Did a drone land on White House lawn?
| Washington
A device, possibly an unmanned aerial drone, was found on the White House grounds during the middle of the night while President Barack Obama and the first lady were in India, but his spokesman said Monday that it posed no threat.
It was unclear whether their daughters, Sasha and Malia, were at home at the time of the incident with their grandmother, Marian Robinson, who also lives at the White House. The White House had said before the president's trip that the daughters would remain in Washington so not to miss school.
The Secret Service had no immediate comment on what it found.
Obama's press secretary, Josh Earnest, speaking in New Delhi, did not deny that the object found at the White House was an aerial drone. Drones come in various sizes, some quite small, with purposes ranging from surveillance to recreational toys.
"There is a device that has been recovered by the Secret Service at the White House," Earnest said when asked if a drone was found. "The early indications are that it does not pose any sort of ongoing threat to anybody at the White House."
The New York Times reported that it was a drone.

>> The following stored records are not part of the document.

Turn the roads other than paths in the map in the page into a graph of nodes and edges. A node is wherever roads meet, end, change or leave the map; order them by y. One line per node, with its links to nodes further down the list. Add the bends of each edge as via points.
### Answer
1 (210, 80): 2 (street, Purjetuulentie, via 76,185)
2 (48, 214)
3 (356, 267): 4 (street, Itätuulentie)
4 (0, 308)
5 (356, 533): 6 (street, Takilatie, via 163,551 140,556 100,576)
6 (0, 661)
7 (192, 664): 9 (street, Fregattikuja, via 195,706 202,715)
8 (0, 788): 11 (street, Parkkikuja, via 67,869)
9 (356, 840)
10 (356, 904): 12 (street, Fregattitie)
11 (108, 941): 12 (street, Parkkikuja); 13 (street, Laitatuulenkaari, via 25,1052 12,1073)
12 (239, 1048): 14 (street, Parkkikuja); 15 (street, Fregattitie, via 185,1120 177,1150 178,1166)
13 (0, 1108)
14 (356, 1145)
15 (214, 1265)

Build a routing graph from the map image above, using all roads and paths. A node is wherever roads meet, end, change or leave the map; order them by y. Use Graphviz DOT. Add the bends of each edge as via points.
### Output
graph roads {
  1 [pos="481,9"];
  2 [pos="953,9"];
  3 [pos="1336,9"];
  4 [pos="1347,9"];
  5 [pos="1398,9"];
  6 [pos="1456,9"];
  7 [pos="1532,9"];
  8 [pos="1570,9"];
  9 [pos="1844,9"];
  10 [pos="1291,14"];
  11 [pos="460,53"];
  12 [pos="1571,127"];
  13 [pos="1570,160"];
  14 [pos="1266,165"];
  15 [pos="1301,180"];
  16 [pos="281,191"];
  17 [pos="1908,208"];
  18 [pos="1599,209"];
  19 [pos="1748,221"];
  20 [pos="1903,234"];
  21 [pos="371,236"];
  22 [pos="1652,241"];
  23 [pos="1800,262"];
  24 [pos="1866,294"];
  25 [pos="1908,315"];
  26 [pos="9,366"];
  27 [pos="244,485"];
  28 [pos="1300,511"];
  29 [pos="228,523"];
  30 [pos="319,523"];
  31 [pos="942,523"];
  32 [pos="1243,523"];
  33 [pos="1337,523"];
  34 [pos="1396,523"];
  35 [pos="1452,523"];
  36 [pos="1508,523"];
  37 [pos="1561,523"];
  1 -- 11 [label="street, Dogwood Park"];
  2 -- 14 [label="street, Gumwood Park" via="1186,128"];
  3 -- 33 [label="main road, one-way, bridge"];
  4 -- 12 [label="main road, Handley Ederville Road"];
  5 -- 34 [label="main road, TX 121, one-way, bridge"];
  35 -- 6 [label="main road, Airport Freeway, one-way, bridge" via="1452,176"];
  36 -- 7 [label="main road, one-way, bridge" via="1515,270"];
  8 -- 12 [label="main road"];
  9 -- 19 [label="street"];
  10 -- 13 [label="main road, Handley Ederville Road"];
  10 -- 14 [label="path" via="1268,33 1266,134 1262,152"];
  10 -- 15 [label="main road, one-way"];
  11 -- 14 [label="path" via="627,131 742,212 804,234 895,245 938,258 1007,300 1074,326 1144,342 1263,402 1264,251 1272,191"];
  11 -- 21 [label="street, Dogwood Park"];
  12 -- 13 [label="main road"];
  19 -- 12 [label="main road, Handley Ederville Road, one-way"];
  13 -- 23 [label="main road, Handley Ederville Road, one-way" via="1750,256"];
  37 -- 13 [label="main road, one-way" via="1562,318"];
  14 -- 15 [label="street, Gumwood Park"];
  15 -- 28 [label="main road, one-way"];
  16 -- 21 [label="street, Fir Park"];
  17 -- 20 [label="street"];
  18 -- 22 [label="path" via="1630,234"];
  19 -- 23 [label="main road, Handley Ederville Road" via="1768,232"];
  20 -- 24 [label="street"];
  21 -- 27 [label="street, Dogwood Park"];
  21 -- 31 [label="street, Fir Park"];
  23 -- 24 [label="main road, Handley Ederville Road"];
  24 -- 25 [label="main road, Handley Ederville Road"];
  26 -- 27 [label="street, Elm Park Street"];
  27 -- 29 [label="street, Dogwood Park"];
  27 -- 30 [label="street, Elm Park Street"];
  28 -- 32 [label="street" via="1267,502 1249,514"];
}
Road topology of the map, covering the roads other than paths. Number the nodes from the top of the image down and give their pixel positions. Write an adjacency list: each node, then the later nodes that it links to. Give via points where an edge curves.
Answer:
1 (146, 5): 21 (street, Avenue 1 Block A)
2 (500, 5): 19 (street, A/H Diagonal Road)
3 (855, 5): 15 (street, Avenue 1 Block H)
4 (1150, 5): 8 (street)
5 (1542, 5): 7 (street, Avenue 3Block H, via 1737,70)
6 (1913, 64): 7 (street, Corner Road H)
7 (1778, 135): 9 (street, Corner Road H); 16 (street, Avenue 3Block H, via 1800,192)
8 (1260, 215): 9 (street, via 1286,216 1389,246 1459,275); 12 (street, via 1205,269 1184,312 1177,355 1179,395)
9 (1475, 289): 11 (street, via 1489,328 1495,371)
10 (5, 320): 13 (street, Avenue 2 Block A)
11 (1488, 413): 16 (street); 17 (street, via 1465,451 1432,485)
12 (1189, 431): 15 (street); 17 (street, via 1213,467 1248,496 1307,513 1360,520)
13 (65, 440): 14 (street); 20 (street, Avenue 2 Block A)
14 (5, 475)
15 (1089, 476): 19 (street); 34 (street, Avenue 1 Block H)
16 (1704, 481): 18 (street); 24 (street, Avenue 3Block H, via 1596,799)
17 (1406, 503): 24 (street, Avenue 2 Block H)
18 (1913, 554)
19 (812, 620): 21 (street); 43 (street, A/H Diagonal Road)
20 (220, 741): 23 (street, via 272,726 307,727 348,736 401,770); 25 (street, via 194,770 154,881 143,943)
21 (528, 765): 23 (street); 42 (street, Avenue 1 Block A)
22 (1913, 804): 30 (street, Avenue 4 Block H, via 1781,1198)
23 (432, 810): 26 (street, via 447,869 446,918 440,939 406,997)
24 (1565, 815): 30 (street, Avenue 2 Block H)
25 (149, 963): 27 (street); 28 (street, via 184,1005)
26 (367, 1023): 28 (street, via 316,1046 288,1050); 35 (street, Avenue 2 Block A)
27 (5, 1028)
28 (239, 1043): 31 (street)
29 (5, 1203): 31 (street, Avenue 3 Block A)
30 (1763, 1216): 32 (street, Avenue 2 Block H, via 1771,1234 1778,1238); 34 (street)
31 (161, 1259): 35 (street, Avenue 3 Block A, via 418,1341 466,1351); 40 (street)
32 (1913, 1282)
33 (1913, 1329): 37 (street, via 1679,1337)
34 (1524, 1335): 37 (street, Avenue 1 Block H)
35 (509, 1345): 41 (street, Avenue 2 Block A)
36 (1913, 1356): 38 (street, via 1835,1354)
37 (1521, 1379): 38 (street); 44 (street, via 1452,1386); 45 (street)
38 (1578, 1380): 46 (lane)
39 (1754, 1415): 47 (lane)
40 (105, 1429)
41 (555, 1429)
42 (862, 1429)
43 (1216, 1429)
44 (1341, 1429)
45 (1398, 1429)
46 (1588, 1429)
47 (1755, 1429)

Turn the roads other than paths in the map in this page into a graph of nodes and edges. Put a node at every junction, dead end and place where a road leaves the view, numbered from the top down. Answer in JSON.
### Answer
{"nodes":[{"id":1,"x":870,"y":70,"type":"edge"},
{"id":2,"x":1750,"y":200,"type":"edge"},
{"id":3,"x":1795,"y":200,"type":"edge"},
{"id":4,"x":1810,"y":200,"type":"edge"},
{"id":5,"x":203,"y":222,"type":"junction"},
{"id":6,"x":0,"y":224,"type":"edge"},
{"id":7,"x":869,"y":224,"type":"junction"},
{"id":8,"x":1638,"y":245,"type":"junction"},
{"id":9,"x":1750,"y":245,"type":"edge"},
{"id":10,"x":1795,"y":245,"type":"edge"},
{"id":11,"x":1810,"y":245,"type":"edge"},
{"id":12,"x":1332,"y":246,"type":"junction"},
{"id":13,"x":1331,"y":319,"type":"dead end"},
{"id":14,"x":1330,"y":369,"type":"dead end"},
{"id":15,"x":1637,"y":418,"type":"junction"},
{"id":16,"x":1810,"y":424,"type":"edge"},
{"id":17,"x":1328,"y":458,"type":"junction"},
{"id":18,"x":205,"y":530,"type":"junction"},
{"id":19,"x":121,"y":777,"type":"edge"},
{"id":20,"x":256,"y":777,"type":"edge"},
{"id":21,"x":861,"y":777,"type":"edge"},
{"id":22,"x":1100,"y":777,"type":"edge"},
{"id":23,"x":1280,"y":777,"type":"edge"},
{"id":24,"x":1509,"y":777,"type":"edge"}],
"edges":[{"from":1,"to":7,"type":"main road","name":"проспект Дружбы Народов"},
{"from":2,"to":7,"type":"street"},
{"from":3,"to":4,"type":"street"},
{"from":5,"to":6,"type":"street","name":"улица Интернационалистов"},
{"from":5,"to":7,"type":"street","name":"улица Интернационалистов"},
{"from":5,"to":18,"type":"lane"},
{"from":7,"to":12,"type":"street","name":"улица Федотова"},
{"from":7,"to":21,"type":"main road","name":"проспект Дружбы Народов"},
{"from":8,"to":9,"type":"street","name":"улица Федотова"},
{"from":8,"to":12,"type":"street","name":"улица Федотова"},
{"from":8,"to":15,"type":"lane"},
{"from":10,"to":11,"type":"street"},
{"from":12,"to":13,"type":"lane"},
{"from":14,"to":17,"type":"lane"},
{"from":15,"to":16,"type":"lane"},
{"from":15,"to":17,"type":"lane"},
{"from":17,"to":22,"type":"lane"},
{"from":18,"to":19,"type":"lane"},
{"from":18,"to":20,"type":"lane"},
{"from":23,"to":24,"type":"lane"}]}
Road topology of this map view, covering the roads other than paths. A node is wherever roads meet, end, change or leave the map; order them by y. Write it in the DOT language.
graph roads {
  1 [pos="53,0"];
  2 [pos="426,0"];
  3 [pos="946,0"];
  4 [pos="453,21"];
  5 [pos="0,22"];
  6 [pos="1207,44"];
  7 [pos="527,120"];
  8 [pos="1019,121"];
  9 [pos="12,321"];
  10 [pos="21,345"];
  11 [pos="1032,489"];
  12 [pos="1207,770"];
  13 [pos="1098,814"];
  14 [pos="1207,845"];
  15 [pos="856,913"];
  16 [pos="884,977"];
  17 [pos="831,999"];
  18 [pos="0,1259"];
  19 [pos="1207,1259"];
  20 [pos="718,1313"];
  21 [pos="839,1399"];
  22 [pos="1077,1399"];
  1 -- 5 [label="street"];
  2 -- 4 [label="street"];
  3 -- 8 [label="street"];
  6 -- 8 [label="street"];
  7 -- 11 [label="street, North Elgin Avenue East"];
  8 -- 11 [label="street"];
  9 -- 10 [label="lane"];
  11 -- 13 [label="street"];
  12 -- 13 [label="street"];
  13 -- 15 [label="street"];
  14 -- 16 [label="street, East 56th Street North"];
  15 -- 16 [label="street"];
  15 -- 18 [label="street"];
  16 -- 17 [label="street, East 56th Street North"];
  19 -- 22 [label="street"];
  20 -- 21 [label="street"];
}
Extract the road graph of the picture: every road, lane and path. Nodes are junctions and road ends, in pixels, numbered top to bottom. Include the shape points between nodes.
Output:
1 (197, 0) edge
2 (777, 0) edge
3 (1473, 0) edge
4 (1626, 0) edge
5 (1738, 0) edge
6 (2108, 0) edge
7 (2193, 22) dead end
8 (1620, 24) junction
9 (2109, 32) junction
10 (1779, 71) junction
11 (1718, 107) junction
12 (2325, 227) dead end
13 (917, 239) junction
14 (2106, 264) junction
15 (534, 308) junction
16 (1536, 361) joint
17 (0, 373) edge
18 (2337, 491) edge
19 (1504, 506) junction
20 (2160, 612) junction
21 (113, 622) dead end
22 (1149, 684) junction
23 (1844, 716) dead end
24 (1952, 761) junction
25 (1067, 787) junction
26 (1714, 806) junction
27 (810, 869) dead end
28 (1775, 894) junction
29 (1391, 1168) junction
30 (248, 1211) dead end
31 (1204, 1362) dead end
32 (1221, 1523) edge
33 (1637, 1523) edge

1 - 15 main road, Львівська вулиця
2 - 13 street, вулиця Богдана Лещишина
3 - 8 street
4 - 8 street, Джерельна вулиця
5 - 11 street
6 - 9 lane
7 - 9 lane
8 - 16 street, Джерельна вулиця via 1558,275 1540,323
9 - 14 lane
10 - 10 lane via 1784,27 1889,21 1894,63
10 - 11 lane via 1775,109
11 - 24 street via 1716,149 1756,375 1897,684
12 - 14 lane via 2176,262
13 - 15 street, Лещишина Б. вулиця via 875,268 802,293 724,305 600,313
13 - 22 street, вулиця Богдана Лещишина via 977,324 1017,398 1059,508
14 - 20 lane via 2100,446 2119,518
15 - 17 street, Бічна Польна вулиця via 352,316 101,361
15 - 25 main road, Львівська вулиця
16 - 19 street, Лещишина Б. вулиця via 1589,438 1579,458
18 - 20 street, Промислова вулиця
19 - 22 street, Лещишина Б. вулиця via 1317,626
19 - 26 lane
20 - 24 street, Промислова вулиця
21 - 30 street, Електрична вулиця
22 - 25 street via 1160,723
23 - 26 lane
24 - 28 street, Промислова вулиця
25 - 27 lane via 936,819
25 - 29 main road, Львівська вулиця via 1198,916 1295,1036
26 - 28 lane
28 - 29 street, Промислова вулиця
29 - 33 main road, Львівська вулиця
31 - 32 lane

Police, fire and other emergency vehicles swarmed around the White House in the predawn hours, with several clustered near the southeast entrance to the mansion. The White House was dark and the entire perimeter was on lockdown until around 5 a.m., when those who work in the complex were allowed inside.
After daylight, more than a dozen Secret Service officers fanned out in a search across the White House lawn as snow began to fall. They peered down in the grass and used flashlights to look through the large bushes that line the mansion's driveway.
Obama and his wife, Michelle, were the featured guests Monday at a parade celebrating India's Republic Day. They planned to stop in Saudi Arabia on Tuesday before returning to Washington.
While the circumstances of this incident were not immediately clear, previous security breaches at the White House have led to questions about the Secret Service's effectiveness.
Four high-ranking executives were reassigned this month, and former director Julia Pierson was forced to resign last year after a Texas man armed with a knife was able to get over a White House fence in September and run deep into the executive mansion before being subdued.
An independent panel that investigated the agency's leadership and practices in the wake of the September incident and the disclosure of a previously unreported security breach that month recommended hiring a new director from outside the agency.
That report was the second critical review of the agency responsible for protecting the president. In November, the Homeland Security Department, which oversees the Secret Service, released an internal investigation about the fence-scaling incident that found poor training, staff and a series of missteps led to the breach.
Homeland Security investigators found, among other things, that uniformed agents patrolling the White House grounds the night of Sept. 19 mistakenly assumed that thick bushes near the mansion's front door would stop the intruder.